Was eine moderne Cyberpolice für hybride Arbeit leisten muss
Eine zeitgemäße Cyberversicherung berücksichtigt sowohl das stationäre Homeoffice als auch das mobile Arbeiten. Im Idealfall sind folgende Punkte vertraglich klar geregelt:
- Geltungsbereich: weltweit, einschließlich aller mobilen Arbeitsplätze und Geschäftsreisen
- Mitversicherung von BYOD und privat genutzten Endgeräten mit dienstlichem Zugriff
- Klare Definition der Mindestanforderungen an die IT-Sicherheit
- Übernahme von Forensik, Datenwiederherstellung und Krisenkommunikation
- Betriebsunterbrechungsschäden auch bei Heimarbeitsplätzen und mobilen Einsätzen
- Verlust und Diebstahl mobiler Endgeräte – inklusive Folgeschäden durch unbefugten Datenzugriff
- DSGVO-Bußgelder, soweit gesetzlich versicherbar
- Rechtsberatung im Zusammenhang mit Meldepflichten
- Mitarbeiterschulungen und Präventionsleistungen als Servicebausteine
Zusammenfassung: Die Sicherheitsgrenze des Unternehmens endet nicht am Bürotürrahmen
Homeoffice und mobiles Arbeiten sind kein Sonderfall mehr, sondern fester Bestandteil moderner Unternehmensstrukturen. Genau deshalb müssen IT-Sicherheit und Cyberversicherung diesen Realitätscheck bestehen.

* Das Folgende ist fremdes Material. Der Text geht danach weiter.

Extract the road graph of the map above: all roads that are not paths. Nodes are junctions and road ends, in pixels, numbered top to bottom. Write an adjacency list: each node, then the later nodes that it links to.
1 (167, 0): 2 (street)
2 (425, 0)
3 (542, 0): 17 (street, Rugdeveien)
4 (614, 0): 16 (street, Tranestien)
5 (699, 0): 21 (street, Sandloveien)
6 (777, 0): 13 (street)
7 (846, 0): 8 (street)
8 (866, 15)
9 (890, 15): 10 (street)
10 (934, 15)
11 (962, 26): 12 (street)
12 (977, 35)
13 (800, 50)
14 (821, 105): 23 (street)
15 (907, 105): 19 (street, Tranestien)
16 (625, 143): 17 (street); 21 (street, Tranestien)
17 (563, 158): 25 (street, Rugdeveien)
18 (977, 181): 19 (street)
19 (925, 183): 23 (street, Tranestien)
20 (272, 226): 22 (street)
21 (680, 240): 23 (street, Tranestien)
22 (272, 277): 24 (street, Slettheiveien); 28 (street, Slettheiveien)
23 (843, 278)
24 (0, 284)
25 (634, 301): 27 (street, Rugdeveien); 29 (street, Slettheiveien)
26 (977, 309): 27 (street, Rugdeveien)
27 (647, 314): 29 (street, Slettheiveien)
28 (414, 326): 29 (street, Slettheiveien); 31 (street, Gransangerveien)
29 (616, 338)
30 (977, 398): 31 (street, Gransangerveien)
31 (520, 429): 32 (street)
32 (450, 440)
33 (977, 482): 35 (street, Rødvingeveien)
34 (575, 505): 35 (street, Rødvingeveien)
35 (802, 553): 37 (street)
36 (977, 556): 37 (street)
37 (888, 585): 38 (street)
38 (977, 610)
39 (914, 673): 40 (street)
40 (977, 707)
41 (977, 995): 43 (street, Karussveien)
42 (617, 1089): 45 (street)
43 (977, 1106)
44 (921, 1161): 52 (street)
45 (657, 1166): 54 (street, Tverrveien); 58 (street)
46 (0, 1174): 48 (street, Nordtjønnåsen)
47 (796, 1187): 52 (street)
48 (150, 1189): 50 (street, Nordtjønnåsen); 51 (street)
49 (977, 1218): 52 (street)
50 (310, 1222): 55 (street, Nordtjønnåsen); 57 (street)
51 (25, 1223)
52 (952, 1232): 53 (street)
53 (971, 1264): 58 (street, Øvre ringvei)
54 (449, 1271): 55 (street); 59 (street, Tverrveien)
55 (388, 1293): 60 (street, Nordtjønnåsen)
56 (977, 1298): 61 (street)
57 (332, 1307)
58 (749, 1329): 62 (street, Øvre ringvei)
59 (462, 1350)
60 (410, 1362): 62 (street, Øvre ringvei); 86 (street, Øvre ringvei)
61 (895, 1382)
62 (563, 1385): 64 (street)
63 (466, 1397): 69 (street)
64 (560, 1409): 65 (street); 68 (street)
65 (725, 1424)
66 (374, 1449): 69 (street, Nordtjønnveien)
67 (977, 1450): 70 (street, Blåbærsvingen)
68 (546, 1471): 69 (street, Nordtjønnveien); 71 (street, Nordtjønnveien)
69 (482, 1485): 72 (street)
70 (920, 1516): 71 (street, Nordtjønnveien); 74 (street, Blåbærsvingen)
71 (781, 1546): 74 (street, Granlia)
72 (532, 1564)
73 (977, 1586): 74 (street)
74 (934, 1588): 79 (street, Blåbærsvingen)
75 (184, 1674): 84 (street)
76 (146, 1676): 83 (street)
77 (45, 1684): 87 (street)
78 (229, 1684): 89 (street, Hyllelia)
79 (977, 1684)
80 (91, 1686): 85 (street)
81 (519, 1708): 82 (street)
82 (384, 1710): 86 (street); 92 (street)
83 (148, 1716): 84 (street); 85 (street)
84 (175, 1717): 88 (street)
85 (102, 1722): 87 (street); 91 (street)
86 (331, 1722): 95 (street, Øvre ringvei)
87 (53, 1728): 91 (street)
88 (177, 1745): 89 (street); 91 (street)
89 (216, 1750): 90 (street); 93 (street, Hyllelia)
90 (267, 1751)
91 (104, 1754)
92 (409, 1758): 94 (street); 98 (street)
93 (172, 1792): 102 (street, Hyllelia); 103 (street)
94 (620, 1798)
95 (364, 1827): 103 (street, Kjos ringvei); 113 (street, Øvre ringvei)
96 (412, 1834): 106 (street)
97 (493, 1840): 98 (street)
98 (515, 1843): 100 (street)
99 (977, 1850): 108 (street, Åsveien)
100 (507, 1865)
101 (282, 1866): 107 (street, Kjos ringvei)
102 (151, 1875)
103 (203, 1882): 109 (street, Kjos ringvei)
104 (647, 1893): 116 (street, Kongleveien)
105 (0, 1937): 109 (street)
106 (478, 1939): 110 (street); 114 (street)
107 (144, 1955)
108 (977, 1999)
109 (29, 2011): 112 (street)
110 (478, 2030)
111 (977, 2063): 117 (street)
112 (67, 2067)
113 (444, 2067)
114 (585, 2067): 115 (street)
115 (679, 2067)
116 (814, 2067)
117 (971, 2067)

Wer noch immer mit einer Cyberpolice arbeitet, die in den Jahren vor 2020 abgeschlossen wurde, sollte spätestens jetzt prüfen lassen, ob der Vertrag die heutige Arbeitsrealität abbildet. Die Grenze zwischen privatem Wohnzimmer, Zugabteil und beruflicher Datensicherheit verläuft heute fließend – die Versicherungsbedingungen müssen das widerspiegeln.
Wer die Lücken erst im Schadenfall entdeckt, hat doppelt verloren: einmal durch den Angriff, ein zweites Mal durch die nicht greifende Versicherung.